- **Data entries**:
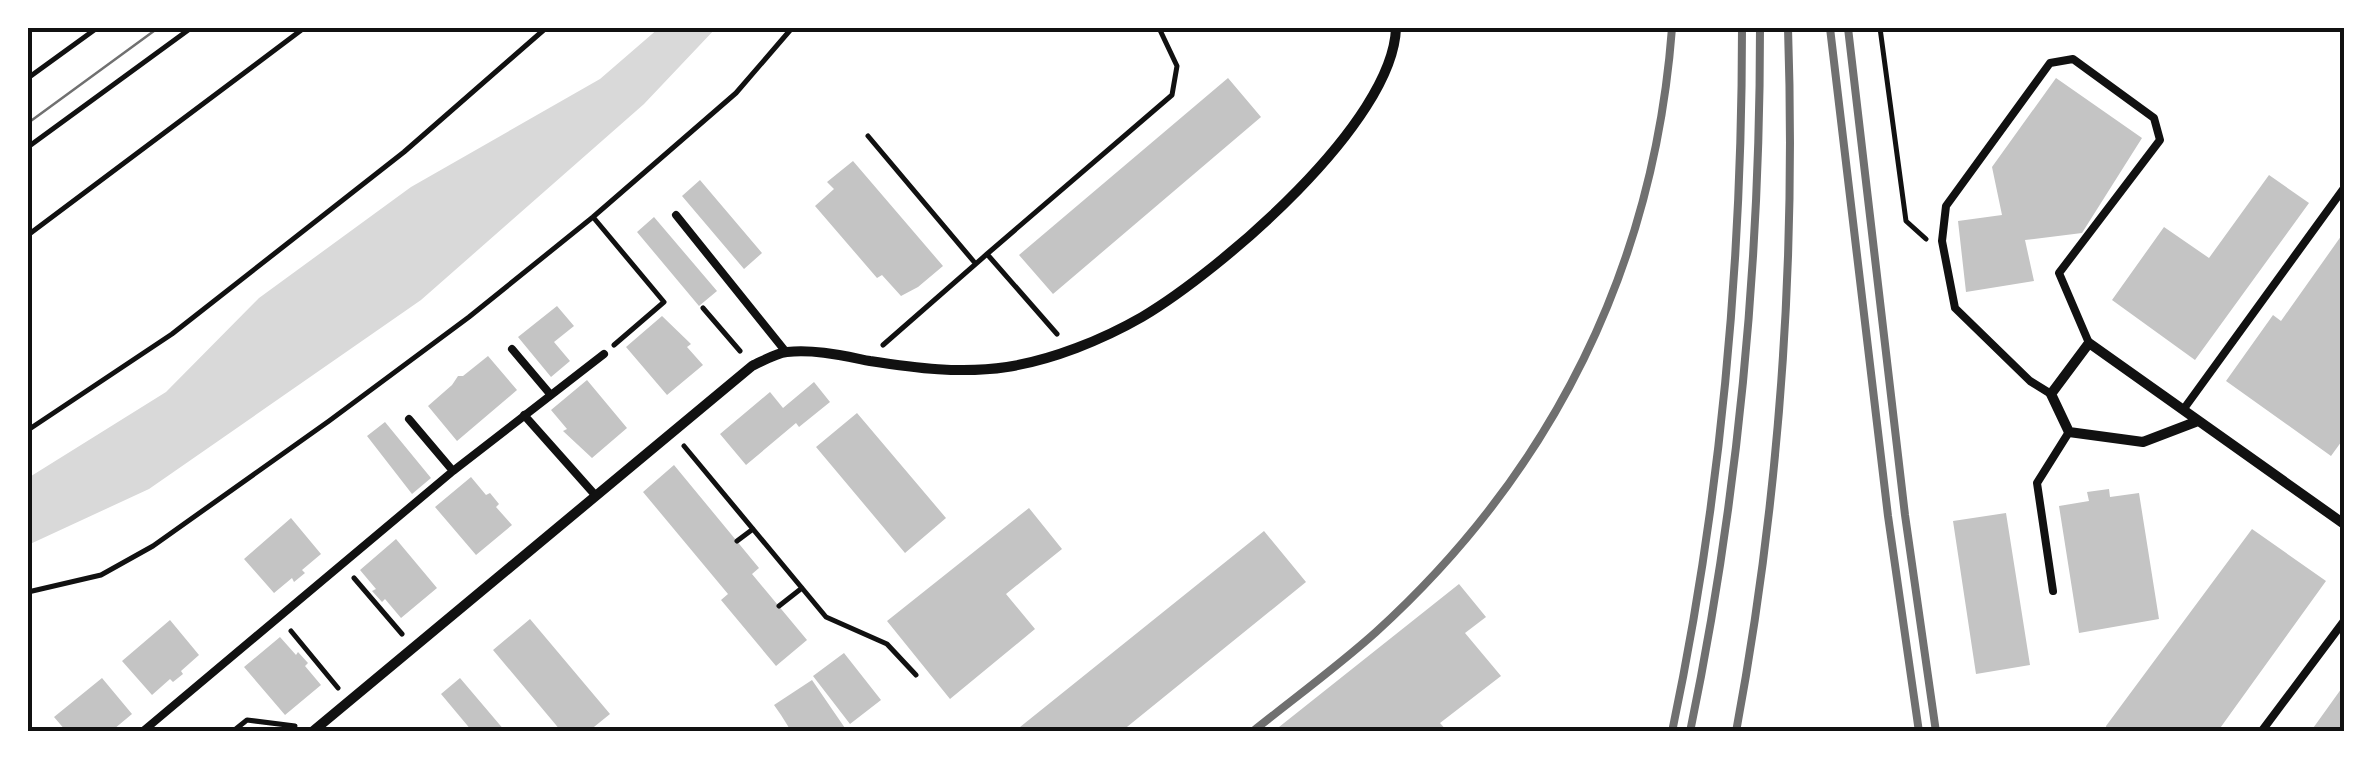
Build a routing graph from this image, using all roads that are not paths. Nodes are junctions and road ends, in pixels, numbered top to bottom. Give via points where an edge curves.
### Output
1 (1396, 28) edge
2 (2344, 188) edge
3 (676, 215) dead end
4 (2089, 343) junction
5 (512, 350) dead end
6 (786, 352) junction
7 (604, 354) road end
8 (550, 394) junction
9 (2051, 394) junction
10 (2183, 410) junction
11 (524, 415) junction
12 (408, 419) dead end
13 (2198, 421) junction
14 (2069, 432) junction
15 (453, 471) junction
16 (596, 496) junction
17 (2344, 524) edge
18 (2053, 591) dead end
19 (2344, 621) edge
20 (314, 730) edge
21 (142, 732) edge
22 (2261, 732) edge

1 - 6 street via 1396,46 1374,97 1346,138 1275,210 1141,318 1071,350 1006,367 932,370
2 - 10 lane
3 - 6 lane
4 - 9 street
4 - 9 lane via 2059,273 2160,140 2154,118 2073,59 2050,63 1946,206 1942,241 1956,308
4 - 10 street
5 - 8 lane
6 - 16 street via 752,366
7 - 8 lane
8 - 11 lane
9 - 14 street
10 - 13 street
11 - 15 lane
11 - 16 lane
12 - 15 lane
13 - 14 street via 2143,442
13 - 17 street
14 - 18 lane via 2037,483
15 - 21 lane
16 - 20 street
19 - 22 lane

- **Work instruction**: The expected output is every entry, retyped exactly, with all pictures removed.

- **Output of the exercise**:
Build a routing graph from this image, using all roads that are not paths. Nodes are junctions and road ends, in pixels, numbered top to bottom. Give via points where an edge curves.
### Output
1 (1396, 28) edge
2 (2344, 188) edge
3 (676, 215) dead end
4 (2089, 343) junction
5 (512, 350) dead end
6 (786, 352) junction
7 (604, 354) road end
8 (550, 394) junction
9 (2051, 394) junction
10 (2183, 410) junction
11 (524, 415) junction
12 (408, 419) dead end
13 (2198, 421) junction
14 (2069, 432) junction
15 (453, 471) junction
16 (596, 496) junction
17 (2344, 524) edge
18 (2053, 591) dead end
19 (2344, 621) edge
20 (314, 730) edge
21 (142, 732) edge
22 (2261, 732) edge

1 - 6 street via 1396,46 1374,97 1346,138 1275,210 1141,318 1071,350 1006,367 932,370
2 - 10 lane
3 - 6 lane
4 - 9 street
4 - 9 lane via 2059,273 2160,140 2154,118 2073,59 2050,63 1946,206 1942,241 1956,308
4 - 10 street
5 - 8 lane
6 - 16 street via 752,366
7 - 8 lane
8 - 11 lane
9 - 14 street
10 - 13 street
11 - 15 lane
11 - 16 lane
12 - 15 lane
13 - 14 street via 2143,442
13 - 17 street
14 - 18 lane via 2037,483
15 - 21 lane
16 - 20 street
19 - 22 lane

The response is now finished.